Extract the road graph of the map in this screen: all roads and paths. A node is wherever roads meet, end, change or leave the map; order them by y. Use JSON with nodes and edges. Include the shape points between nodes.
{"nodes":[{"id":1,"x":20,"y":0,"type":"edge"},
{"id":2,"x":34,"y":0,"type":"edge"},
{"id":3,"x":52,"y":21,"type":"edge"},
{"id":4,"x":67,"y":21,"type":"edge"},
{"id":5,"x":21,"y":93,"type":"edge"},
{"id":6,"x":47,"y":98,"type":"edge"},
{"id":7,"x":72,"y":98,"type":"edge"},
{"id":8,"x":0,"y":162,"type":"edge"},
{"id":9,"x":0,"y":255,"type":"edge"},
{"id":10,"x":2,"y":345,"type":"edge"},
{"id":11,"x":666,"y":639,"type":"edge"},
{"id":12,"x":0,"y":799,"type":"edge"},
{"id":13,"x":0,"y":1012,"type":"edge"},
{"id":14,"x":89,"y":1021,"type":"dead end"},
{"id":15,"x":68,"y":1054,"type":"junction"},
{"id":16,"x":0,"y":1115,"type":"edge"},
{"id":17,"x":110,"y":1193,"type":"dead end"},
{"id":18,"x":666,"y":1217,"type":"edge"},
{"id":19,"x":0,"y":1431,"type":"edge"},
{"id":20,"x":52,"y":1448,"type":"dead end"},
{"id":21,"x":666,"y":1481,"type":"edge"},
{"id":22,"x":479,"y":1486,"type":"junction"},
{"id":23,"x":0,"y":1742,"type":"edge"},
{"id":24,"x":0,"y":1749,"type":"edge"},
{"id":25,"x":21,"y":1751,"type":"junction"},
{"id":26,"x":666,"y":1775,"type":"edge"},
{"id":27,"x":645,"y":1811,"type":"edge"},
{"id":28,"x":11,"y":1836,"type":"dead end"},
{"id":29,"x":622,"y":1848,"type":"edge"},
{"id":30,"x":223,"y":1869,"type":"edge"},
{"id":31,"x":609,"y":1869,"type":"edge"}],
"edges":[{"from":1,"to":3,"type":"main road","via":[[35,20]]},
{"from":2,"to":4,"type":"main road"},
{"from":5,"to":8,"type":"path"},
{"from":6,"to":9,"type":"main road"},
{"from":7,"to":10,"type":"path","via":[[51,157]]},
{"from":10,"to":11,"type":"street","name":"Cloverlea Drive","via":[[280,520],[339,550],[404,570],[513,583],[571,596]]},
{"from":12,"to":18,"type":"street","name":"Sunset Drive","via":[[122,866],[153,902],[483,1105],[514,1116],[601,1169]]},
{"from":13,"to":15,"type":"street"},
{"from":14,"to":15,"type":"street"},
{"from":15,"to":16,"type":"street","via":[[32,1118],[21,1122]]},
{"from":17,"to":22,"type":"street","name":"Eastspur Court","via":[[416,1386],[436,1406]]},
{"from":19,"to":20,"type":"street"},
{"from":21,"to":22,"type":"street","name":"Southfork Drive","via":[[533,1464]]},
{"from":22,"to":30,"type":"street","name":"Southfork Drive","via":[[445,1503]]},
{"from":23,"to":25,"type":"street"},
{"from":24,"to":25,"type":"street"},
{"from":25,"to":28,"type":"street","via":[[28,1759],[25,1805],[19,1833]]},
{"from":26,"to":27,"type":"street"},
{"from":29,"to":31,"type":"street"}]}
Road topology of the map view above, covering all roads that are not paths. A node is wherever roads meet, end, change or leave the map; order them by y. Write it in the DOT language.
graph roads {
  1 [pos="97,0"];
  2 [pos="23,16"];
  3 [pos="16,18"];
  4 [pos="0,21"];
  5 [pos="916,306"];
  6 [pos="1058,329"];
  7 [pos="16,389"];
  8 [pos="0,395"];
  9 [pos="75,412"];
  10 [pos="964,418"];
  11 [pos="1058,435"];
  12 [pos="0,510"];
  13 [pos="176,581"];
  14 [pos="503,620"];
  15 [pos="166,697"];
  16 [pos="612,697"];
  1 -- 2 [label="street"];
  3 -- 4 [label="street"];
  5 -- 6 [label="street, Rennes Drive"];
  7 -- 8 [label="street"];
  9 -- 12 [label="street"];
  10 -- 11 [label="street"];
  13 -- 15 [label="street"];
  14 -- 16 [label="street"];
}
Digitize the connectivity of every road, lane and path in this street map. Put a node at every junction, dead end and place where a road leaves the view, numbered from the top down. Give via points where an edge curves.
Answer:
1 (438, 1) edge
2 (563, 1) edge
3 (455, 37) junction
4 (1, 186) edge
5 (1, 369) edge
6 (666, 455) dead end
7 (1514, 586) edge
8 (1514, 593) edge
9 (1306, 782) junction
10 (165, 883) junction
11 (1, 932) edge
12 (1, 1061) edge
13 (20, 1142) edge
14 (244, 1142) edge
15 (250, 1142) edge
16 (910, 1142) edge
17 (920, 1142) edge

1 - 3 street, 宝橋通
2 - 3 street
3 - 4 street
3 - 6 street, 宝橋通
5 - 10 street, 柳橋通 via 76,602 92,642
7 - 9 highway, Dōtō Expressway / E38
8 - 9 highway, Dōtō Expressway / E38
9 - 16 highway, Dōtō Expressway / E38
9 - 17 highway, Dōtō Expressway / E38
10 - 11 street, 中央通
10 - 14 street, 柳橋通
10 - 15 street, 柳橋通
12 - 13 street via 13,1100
================
→ Directions for this task
All of the data shown above should be printed exactly as given.

→ Result of the exercise
Extract the road graph of the map in this screen: all roads and paths. A node is wherever roads meet, end, change or leave the map; order them by y. Use JSON with nodes and edges. Include the shape points between nodes.
{"nodes":[{"id":1,"x":20,"y":0,"type":"edge"},
{"id":2,"x":34,"y":0,"type":"edge"},
{"id":3,"x":52,"y":21,"type":"edge"},
{"id":4,"x":67,"y":21,"type":"edge"},
{"id":5,"x":21,"y":93,"type":"edge"},
{"id":6,"x":47,"y":98,"type":"edge"},
{"id":7,"x":72,"y":98,"type":"edge"},
{"id":8,"x":0,"y":162,"type":"edge"},
{"id":9,"x":0,"y":255,"type":"edge"},
{"id":10,"x":2,"y":345,"type":"edge"},
{"id":11,"x":666,"y":639,"type":"edge"},
{"id":12,"x":0,"y":799,"type":"edge"},
{"id":13,"x":0,"y":1012,"type":"edge"},
{"id":14,"x":89,"y":1021,"type":"dead end"},
{"id":15,"x":68,"y":1054,"type":"junction"},
{"id":16,"x":0,"y":1115,"type":"edge"},
{"id":17,"x":110,"y":1193,"type":"dead end"},
{"id":18,"x":666,"y":1217,"type":"edge"},
{"id":19,"x":0,"y":1431,"type":"edge"},
{"id":20,"x":52,"y":1448,"type":"dead end"},
{"id":21,"x":666,"y":1481,"type":"edge"},
{"id":22,"x":479,"y":1486,"type":"junction"},
{"id":23,"x":0,"y":1742,"type":"edge"},
{"id":24,"x":0,"y":1749,"type":"edge"},
{"id":25,"x":21,"y":1751,"type":"junction"},
{"id":26,"x":666,"y":1775,"type":"edge"},
{"id":27,"x":645,"y":1811,"type":"edge"},
{"id":28,"x":11,"y":1836,"type":"dead end"},
{"id":29,"x":622,"y":1848,"type":"edge"},
{"id":30,"x":223,"y":1869,"type":"edge"},
{"id":31,"x":609,"y":1869,"type":"edge"}],
"edges":[{"from":1,"to":3,"type":"main road","via":[[35,20]]},
{"from":2,"to":4,"type":"main road"},
{"from":5,"to":8,"type":"path"},
{"from":6,"to":9,"type":"main road"},
{"from":7,"to":10,"type":"path","via":[[51,157]]},
{"from":10,"to":11,"type":"street","name":"Cloverlea Drive","via":[[280,520],[339,550],[404,570],[513,583],[571,596]]},
{"from":12,"to":18,"type":"street","name":"Sunset Drive","via":[[122,866],[153,902],[483,1105],[514,1116],[601,1169]]},
{"from":13,"to":15,"type":"street"},
{"from":14,"to":15,"type":"street"},
{"from":15,"to":16,"type":"street","via":[[32,1118],[21,1122]]},
{"from":17,"to":22,"type":"street","name":"Eastspur Court","via":[[416,1386],[436,1406]]},
{"from":19,"to":20,"type":"street"},
{"from":21,"to":22,"type":"street","name":"Southfork Drive","via":[[533,1464]]},
{"from":22,"to":30,"type":"street","name":"Southfork Drive","via":[[445,1503]]},
{"from":23,"to":25,"type":"street"},
{"from":24,"to":25,"type":"street"},
{"from":25,"to":28,"type":"street","via":[[28,1759],[25,1805],[19,1833]]},
{"from":26,"to":27,"type":"street"},
{"from":29,"to":31,"type":"street"}]}
Road topology of the map view above, covering all roads that are not paths. A node is wherever roads meet, end, change or leave the map; order them by y. Write it in the DOT language.
graph roads {
  1 [pos="97,0"];
  2 [pos="23,16"];
  3 [pos="16,18"];
  4 [pos="0,21"];
  5 [pos="916,306"];
  6 [pos="1058,329"];
  7 [pos="16,389"];
  8 [pos="0,395"];
  9 [pos="75,412"];
  10 [pos="964,418"];
  11 [pos="1058,435"];
  12 [pos="0,510"];
  13 [pos="176,581"];
  14 [pos="503,620"];
  15 [pos="166,697"];
  16 [pos="612,697"];
  1 -- 2 [label="street"];
  3 -- 4 [label="street"];
  5 -- 6 [label="street, Rennes Drive"];
  7 -- 8 [label="street"];
  9 -- 12 [label="street"];
  10 -- 11 [label="street"];
  13 -- 15 [label="street"];
  14 -- 16 [label="street"];
}
Digitize the connectivity of every road, lane and path in this street map. Put a node at every junction, dead end and place where a road leaves the view, numbered from the top down. Give via points where an edge curves.
Answer:
1 (438, 1) edge
2 (563, 1) edge
3 (455, 37) junction
4 (1, 186) edge
5 (1, 369) edge
6 (666, 455) dead end
7 (1514, 586) edge
8 (1514, 593) edge
9 (1306, 782) junction
10 (165, 883) junction
11 (1, 932) edge
12 (1, 1061) edge
13 (20, 1142) edge
14 (244, 1142) edge
15 (250, 1142) edge
16 (910, 1142) edge
17 (920, 1142) edge

1 - 3 street, 宝橋通
2 - 3 street
3 - 4 street
3 - 6 street, 宝橋通
5 - 10 street, 柳橋通 via 76,602 92,642
7 - 9 highway, Dōtō Expressway / E38
8 - 9 highway, Dōtō Expressway / E38
9 - 16 highway, Dōtō Expressway / E38
9 - 17 highway, Dōtō Expressway / E38
10 - 11 street, 中央通
10 - 14 street, 柳橋通
10 - 15 street, 柳橋通
12 - 13 street via 13,1100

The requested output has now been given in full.